What filters are honoured at recall, not after

FilterWhere it appliesAllowed values
tierVector index metadata filter — never returns the wrong-tier rows."hot" | "warm" | "cold"
(or omitted = all)
tagsVector index metadata filter — exact match on any.Array of strings.
session_idVector index metadata filter.String.
metadata_filterPost-hydration filter on the database row.Free-form JSON match.
environmentAlways implicit — taken from the credential, cannot be set in the body.development | staging | production
(set by the credential)

The ranking formula, in plain English

The final score is a weighted sum of seven signals, each normalised to [0, 1]:

SignalDefault weightWhat it measures
Semantic similarity~0.50Cosine similarity between query vector and stored vector.
Recency~0.20Decays smoothly with age.
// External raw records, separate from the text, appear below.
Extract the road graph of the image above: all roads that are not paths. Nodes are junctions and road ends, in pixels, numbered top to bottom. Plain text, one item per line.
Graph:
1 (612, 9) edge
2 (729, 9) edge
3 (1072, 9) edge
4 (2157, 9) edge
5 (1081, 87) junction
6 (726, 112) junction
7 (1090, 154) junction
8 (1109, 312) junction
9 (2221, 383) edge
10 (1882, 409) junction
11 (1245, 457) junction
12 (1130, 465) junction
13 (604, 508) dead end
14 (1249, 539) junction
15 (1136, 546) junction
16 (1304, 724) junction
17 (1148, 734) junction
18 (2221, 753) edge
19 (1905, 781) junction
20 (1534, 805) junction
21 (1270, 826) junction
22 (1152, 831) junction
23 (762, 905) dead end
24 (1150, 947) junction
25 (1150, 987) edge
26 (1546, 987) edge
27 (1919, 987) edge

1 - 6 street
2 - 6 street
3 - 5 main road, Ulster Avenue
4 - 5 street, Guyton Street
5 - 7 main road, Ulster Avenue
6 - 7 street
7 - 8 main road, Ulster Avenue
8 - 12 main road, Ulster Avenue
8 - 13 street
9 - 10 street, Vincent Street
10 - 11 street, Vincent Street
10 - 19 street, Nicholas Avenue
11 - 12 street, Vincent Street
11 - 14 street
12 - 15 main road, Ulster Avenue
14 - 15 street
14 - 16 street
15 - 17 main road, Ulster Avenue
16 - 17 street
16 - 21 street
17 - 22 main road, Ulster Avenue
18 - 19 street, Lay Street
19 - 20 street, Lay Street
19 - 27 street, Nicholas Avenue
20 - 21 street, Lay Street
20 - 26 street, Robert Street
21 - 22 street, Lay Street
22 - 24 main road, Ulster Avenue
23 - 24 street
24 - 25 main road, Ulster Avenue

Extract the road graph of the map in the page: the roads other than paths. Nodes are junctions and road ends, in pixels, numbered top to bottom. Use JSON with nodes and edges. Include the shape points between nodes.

Newer wins ties.
Importance~0.15importance from creation, updated by the intelligence pipeline.
Usage~0.05usage_count normalised by tenant percentile.
Quality~0.05quality_score from the semantic engine.
Consistency~0.025consistency_score — penalised when contradicted.
Decay~0.025decay_score — drops on long no-recall stretches.
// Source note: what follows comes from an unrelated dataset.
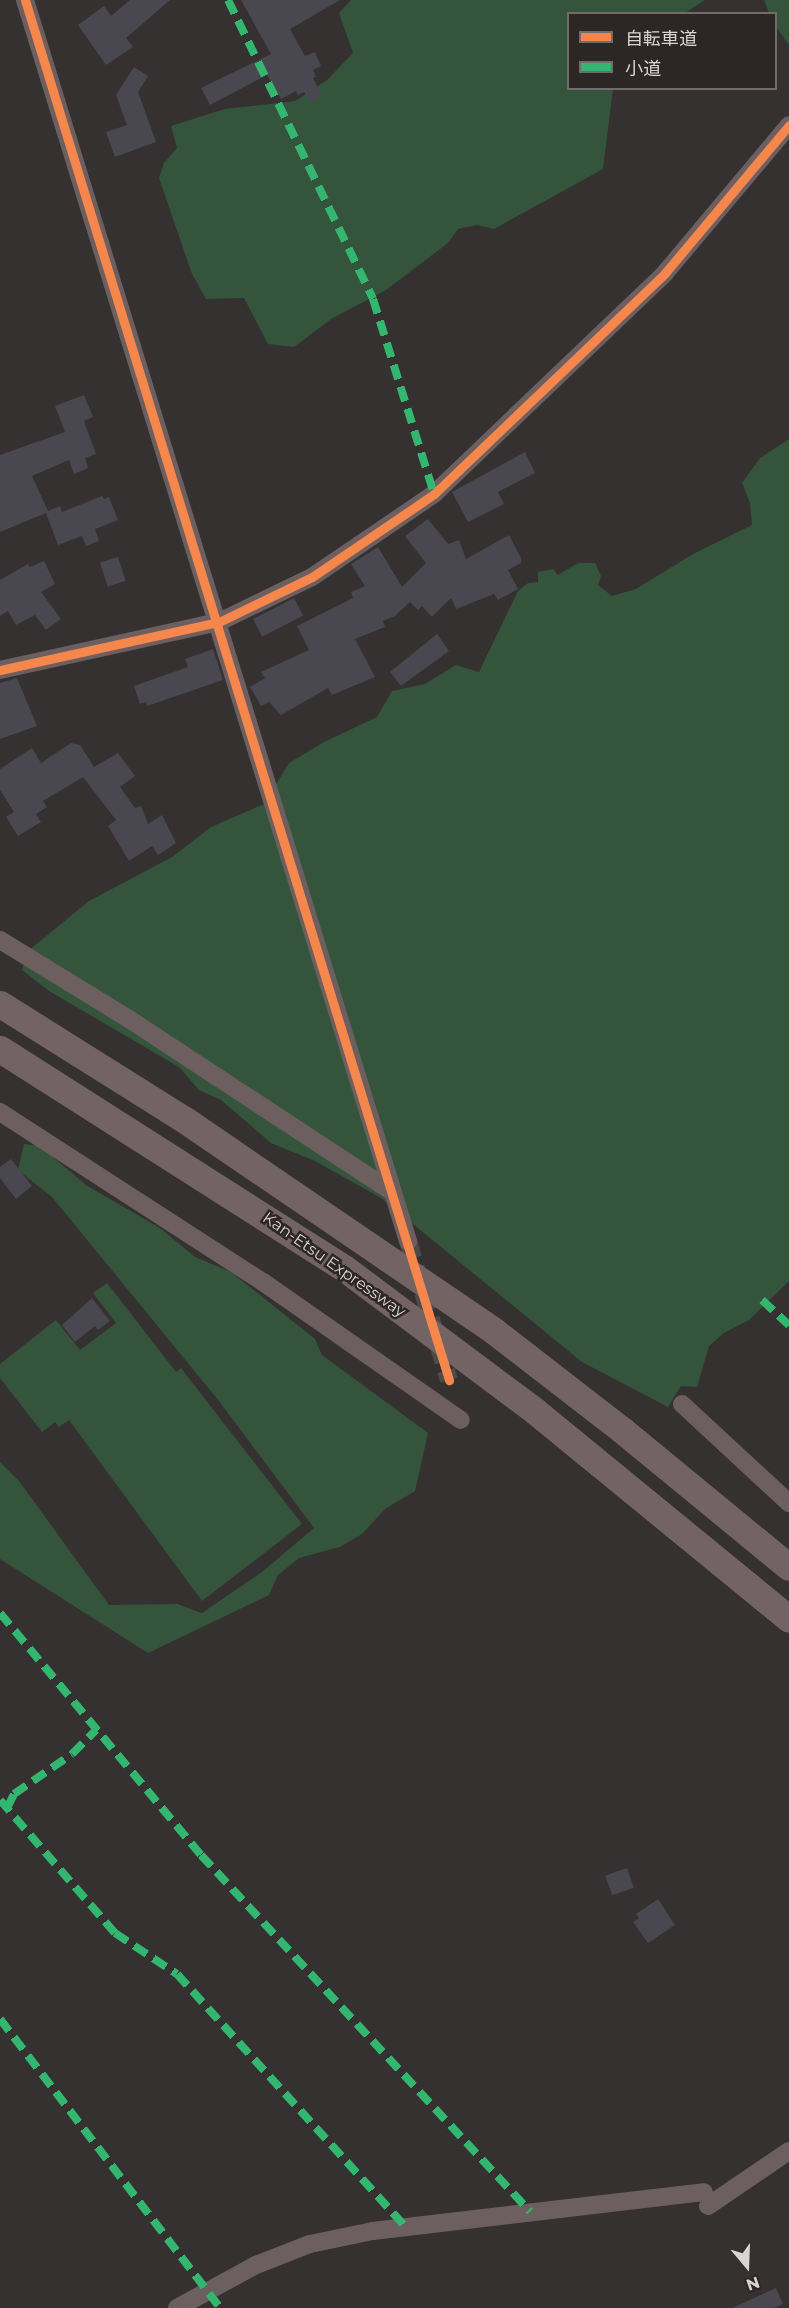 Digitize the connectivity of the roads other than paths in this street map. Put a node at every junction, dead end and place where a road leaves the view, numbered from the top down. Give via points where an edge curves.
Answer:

Why the vector namespace is per-user

Vector recall scopes to the namespace memorysync-user-{user_id}. This is not an optimisation — it is a safety boundary. Even if the metadata filter is misconfigured, a query physically cannot return another user's vectors because they live in a different namespace. Tenant isolation works the same way at the database layer; the vector layer reinforces it.
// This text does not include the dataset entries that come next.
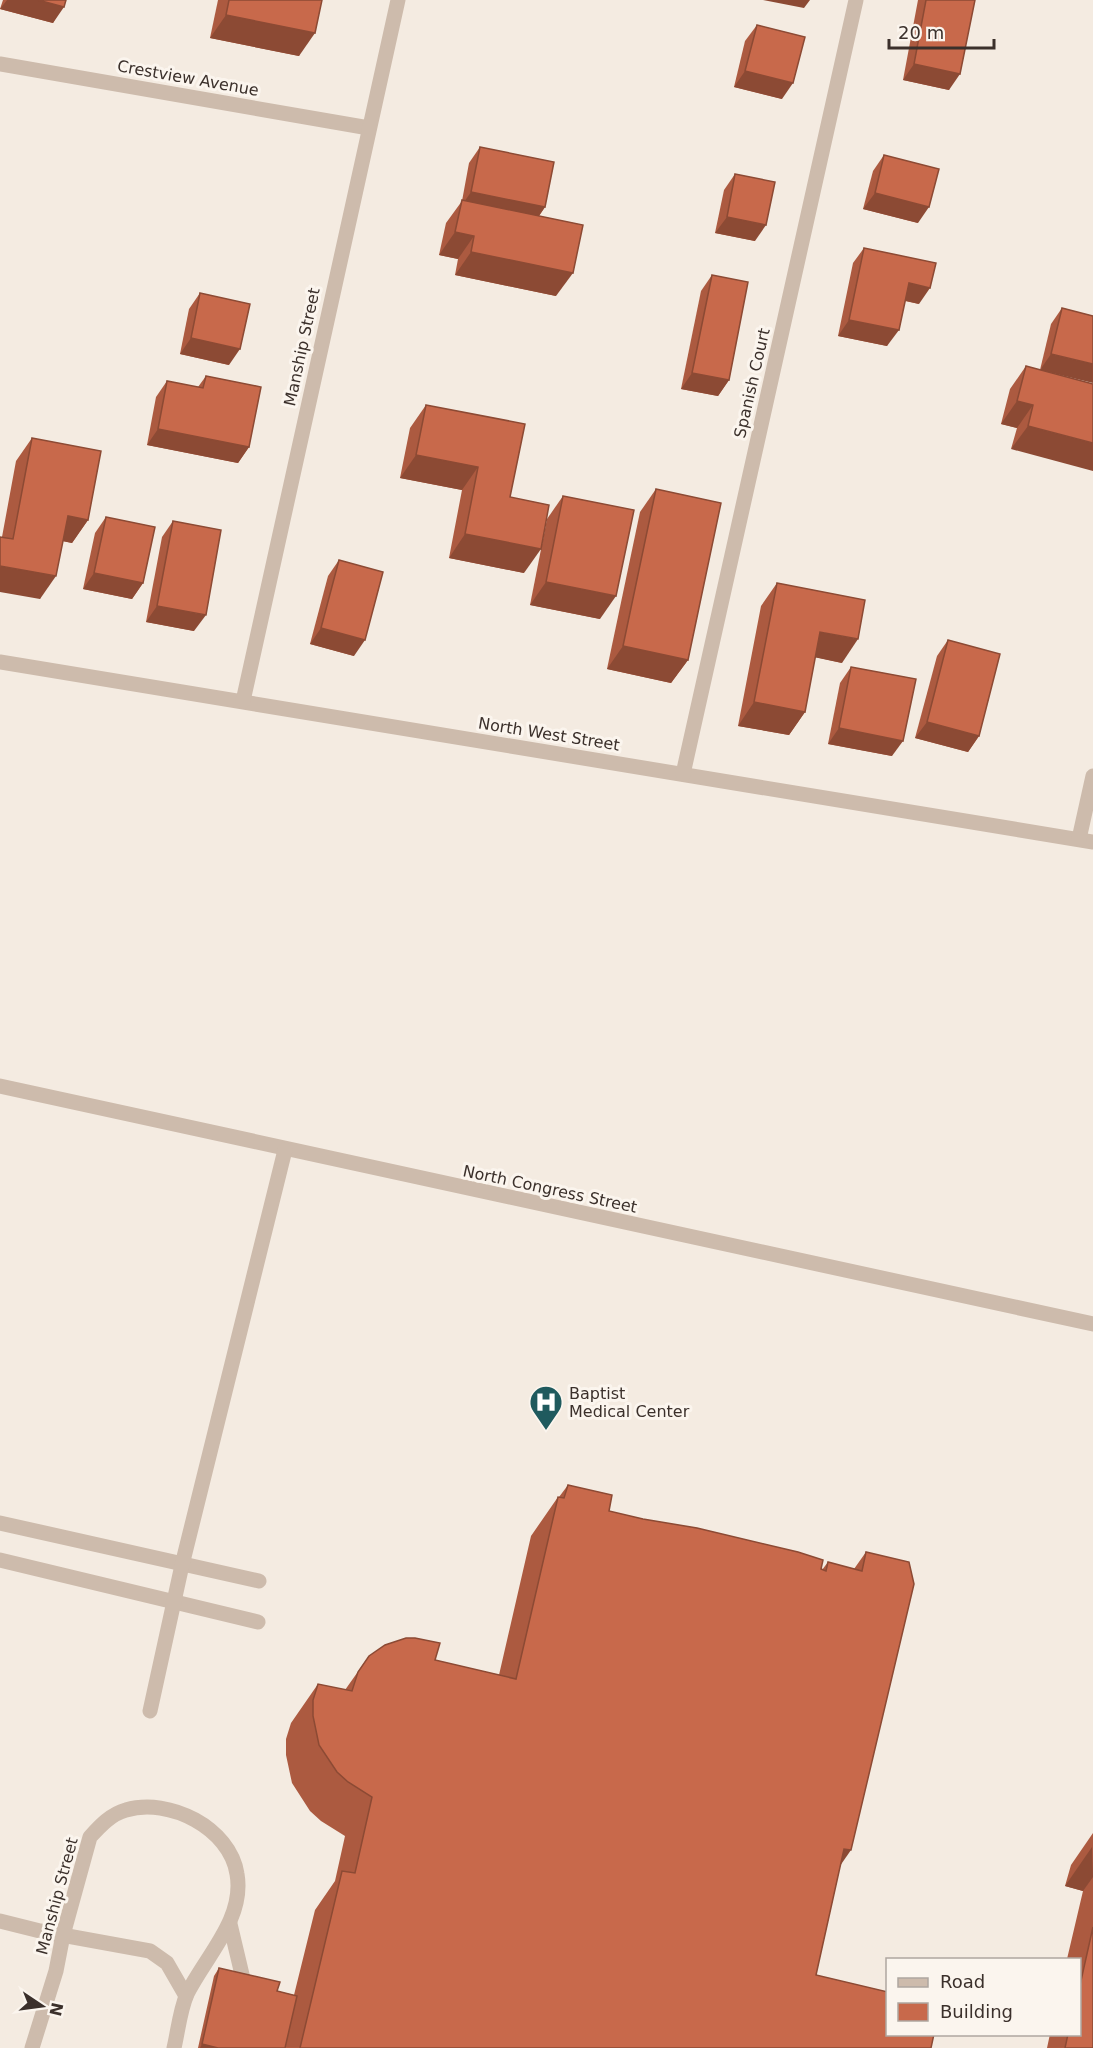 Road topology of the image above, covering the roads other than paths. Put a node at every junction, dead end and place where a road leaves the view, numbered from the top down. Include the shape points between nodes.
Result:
1 (398, 0) edge
2 (856, 0) edge
3 (0, 64) edge
4 (369, 128) junction
5 (0, 662) edge
6 (243, 701) junction
7 (683, 774) junction
8 (1093, 776) edge
9 (1086, 841) edge
10 (0, 1086) edge
11 (285, 1150) junction
12 (1093, 1324) edge
13 (0, 1523) edge
14 (0, 1560) edge
15 (182, 1565) junction
16 (259, 1581) dead end
17 (174, 1601) junction
18 (258, 1622) dead end
19 (150, 1711) dead end
20 (0, 1922) edge
21 (230, 1924) junction
22 (63, 1935) junction
23 (244, 1983) edge
24 (186, 1996) junction
25 (32, 2048) edge
26 (174, 2048) edge

1 - 4 street, Manship Street
2 - 7 street, Spanish Court
3 - 4 street, Crestview Avenue
4 - 6 street, Manship Street
5 - 6 street, North West Street
6 - 7 street, North West Street
7 - 9 street, North West Street
8 - 9 street
10 - 11 street, North Congress Street
11 - 12 street, North Congress Street
11 - 15 street
13 - 15 street
14 - 17 street
15 - 16 street
15 - 17 street
17 - 18 street
17 - 19 street
20 - 22 street
21 - 22 street, Manship Street via 238,1875 231,1854 215,1832 177,1813 141,1807 113,1816 90,1838
21 - 23 street
21 - 24 street, Manship Street
22 - 24 street via 150,1951 168,1963
22 - 25 street, Manship Street
24 - 26 street, Manship Street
What the response includes

JSON
{
  "memories": [
    {
      "id": 18421,
      "content": "User Alice prefers concise replies and uses dark mode.",
      "tier": "hot",
      "score": 0.83,
      "score_breakdown": {
        "semantic": 0.91,
        "recency":  0.62,
        "importance": 0.70,
        "usage": 0.40
      },
      "embedding_version": "v3",
      "tags": ["preference", "ui"],
      "created_at": "2026-05-04T10:14:32Z"
    }
  ],
  "explanation": "Top match is a recent high-importance preference fact.",
  "request_id": "req_3f9c1ab2"
}

What makes a query return fewer rows than you expect

  • Tier filter. By default, queries scan all tiers. If you set tier="hot", cold and warm rows are excluded at the index — not just deprioritised.
  • Embedding-version mismatch. If you upserted vectors under one model and queried under another, only same-version vectors are eligible.
  • Importance gate. The default score floor drops anything below ~0.5 importance unless explicitly requested.
  • Project scope. Queries are project-scoped. A memory added under one project is invisible to queries under another, even with the same user.

What bookkeeping runs after the response

  • usage_count++ on each returned memory.
  • last_accessed_at = now() on each returned memory.
  • One memory_events row per recall, used by the re-evaluation flow to spot hot memories.
  • Cache update — top-K result cached for identical follow-up queries (5-minute TTL).